The State Office of Education's U-PASS report cards, made public today, identify about 15 percent of elementary and middle schools as needing assistance. Those schools are located in 16 of Utah's 40 school districts.

The reports, required under the Utah Performance System for Students, tell which schools made the grade in the math, language and science end-of-the-year tests students took last spring — or enough progress toward it under a special formula that gives credit for improvement.

The number missing the mark is just one greater than last year's 100 identified schools.

Utah high schools' U-PASS report cards will debut Oct. 4.

"Because this is the first year for the high school U-PASS, we have been working through several issues in getting all of the details correct," state associate superintendent Judy Park said in an e-mail.

The state wants 80 percent of students to score as proficient on language arts, math and science CRTs, the year-end tests. The sixth- or ninth-grade writing test is added to the mix, where applicable.

To make the grade, schools first have to have 95 percent of students taking the tests. Then, they have to have two student groups — one, containing white students who can afford school lunch; the other, everybody else — meet the 80 percent scoring mark. If they don't make the grade, they can show enough progress toward the goal and be OK. Schools that don't do that either are identified as "needing assistance."

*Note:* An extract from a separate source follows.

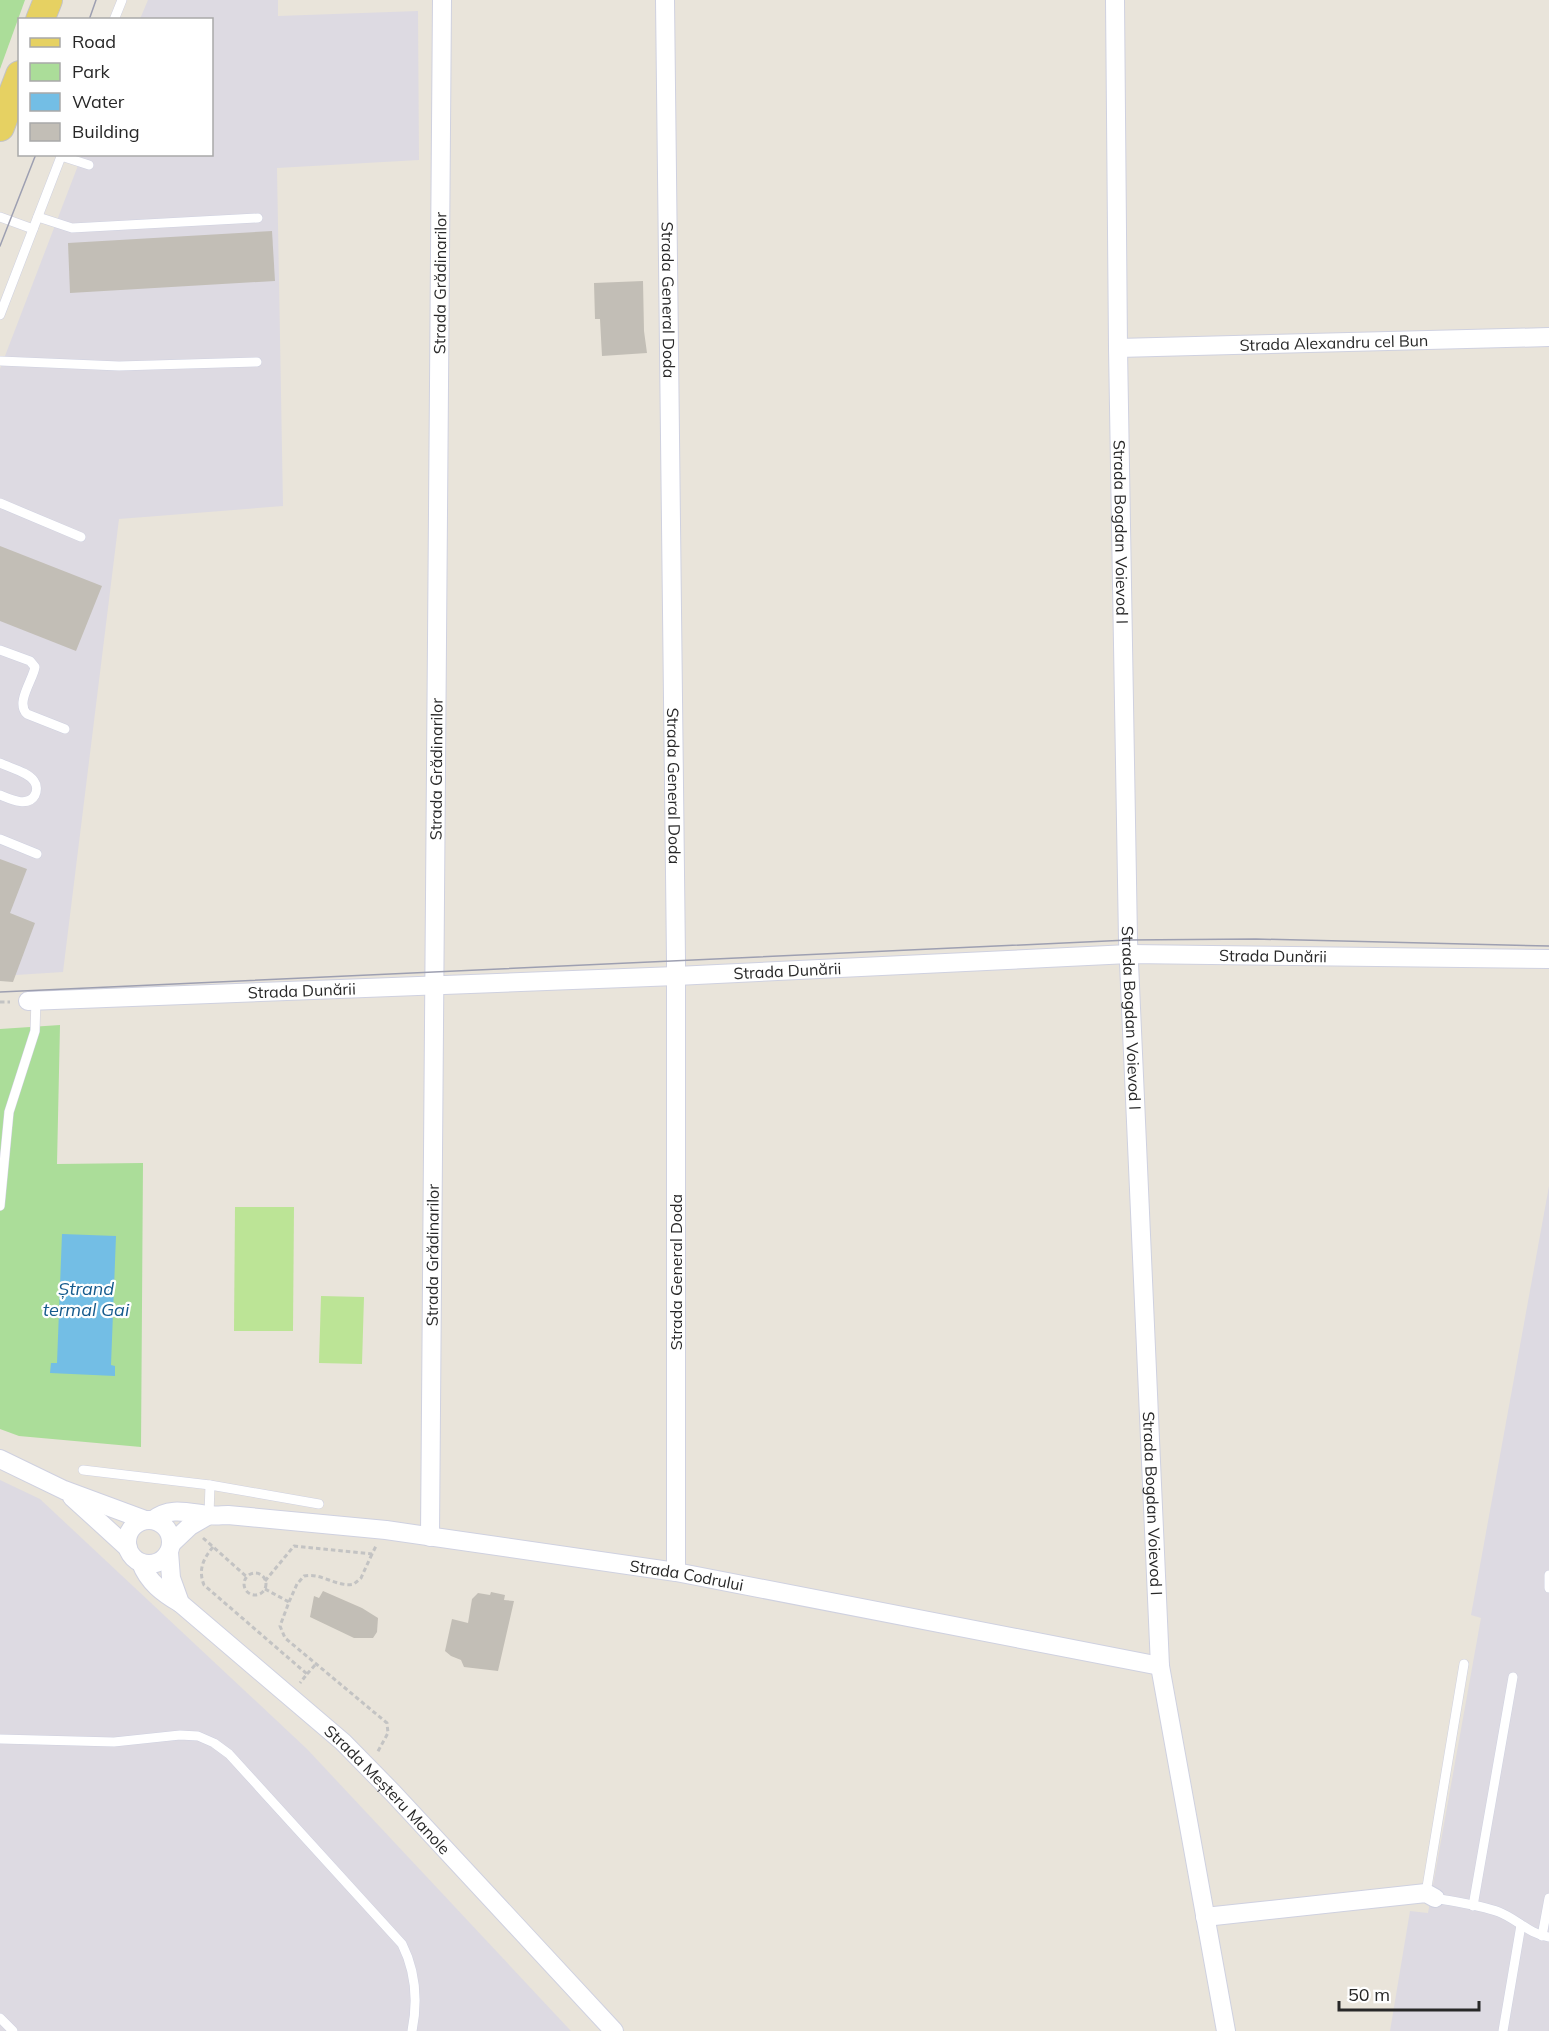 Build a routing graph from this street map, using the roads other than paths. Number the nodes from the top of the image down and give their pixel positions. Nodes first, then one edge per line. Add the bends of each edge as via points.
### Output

The state, however, does not have specific resources to assist those schools.

Two dozen school districts, mostly small or rural, got perfect U-PASS marks. Also in that group are the metro Murray and Provo school districts.

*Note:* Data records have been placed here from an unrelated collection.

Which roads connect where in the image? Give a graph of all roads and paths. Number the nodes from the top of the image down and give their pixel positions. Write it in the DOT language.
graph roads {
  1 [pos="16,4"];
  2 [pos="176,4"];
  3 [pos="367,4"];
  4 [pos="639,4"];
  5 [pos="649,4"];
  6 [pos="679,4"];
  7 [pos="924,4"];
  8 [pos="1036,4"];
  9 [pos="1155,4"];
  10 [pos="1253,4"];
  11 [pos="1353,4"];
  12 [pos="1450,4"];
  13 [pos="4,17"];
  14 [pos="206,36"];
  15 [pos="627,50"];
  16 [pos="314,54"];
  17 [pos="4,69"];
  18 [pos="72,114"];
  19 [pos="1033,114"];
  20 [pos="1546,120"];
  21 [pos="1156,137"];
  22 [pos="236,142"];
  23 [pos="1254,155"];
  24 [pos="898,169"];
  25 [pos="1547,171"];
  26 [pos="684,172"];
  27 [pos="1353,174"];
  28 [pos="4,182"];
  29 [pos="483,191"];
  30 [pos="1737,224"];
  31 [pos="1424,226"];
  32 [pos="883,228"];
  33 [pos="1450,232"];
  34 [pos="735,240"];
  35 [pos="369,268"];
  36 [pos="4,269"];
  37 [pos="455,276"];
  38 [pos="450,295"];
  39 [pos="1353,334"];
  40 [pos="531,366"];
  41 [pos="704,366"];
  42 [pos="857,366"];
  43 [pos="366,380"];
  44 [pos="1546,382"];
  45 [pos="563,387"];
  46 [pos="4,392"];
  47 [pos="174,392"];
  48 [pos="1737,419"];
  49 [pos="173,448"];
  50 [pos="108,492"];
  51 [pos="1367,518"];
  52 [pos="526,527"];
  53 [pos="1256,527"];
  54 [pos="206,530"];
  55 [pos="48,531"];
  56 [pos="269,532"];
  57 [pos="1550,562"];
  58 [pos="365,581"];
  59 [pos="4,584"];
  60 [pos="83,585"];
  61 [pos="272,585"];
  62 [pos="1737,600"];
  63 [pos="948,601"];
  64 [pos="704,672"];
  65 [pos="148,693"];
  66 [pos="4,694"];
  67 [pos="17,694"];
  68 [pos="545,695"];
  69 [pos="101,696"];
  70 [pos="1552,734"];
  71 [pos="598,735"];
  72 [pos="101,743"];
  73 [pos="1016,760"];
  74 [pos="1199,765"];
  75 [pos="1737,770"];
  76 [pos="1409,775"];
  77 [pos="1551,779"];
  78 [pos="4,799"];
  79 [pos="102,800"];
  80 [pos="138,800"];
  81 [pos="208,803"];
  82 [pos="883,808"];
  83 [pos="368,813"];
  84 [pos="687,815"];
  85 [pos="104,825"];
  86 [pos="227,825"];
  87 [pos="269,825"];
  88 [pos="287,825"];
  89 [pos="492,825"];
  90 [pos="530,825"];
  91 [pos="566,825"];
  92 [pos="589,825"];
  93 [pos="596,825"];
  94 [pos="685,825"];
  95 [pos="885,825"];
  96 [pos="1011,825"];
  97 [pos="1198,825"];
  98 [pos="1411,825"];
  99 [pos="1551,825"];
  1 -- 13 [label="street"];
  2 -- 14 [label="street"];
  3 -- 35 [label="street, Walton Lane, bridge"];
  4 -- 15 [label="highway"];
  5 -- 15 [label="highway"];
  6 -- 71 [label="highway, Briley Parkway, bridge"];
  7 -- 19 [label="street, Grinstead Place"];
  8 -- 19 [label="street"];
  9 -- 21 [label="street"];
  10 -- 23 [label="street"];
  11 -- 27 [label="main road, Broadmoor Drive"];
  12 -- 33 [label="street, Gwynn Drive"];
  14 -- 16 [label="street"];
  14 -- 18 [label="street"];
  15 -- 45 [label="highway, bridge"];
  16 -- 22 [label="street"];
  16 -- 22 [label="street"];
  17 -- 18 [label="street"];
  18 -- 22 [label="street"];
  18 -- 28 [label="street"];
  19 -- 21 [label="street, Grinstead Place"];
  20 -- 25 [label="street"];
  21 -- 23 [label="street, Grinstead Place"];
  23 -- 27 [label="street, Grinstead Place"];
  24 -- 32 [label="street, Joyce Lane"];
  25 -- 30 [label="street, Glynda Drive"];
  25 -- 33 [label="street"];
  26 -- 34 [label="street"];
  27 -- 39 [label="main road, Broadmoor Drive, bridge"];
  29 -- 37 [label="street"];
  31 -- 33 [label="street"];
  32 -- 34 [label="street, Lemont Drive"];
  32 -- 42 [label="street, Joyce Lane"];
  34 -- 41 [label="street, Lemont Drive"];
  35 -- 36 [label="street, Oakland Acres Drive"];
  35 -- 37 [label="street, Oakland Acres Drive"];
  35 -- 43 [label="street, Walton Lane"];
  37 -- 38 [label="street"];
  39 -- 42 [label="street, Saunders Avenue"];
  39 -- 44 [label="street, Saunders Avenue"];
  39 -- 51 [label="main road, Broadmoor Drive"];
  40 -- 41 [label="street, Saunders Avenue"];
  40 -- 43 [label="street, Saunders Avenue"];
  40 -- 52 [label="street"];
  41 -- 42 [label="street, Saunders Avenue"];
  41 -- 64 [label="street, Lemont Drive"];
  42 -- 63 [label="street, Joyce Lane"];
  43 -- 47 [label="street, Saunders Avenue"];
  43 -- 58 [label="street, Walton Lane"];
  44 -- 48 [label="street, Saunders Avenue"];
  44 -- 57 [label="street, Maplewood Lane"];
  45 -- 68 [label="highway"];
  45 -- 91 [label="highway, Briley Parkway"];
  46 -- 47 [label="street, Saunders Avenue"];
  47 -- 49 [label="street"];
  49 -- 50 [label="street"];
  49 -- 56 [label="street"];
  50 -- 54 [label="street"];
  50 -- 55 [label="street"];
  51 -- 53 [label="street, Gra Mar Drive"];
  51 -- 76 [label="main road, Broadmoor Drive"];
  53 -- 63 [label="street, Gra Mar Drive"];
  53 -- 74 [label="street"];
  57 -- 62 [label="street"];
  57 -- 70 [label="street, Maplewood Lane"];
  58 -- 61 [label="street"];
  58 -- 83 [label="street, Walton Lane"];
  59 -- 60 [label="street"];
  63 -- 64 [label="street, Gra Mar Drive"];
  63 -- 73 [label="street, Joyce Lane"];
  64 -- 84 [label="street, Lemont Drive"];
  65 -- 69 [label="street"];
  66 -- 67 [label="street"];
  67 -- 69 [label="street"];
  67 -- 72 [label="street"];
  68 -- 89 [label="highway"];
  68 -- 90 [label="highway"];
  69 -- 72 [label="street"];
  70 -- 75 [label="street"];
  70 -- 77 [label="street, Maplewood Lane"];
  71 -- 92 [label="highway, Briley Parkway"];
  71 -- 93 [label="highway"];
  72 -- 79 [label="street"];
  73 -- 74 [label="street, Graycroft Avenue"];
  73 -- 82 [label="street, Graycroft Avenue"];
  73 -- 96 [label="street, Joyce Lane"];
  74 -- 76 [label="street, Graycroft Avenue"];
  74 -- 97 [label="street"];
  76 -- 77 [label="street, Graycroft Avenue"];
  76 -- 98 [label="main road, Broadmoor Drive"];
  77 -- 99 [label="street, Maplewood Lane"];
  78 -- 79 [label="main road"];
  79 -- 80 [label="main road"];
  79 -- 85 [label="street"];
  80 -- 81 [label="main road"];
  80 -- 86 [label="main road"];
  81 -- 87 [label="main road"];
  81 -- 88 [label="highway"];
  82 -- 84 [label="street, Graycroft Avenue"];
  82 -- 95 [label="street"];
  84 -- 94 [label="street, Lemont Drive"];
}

"We're pleased, and our district also passed (No Child Left Behind's 'Adequate Yearly Progress') as a district, and we've not done that for a couple of years," Provo Superintendent Randy Merrill said. "I really think that we've worked hard as a district to identify students who had fallen behind and try and lift them and help them in areas of numeracy and literacy."

At the same time, he notes, "we have some work to do." Despite perfect state reports, the federal AYP report shows eight Provo schools missed the mark.

That's a statewide trend. In Granite District, for instance, just over half of schools passed AYP, versus three-fourths of schools passing U-PASS.

The AYP report focuses on every individual student group, broken out by race, income, disability and English language acquisition. If one group misses the mark, the whole school fails.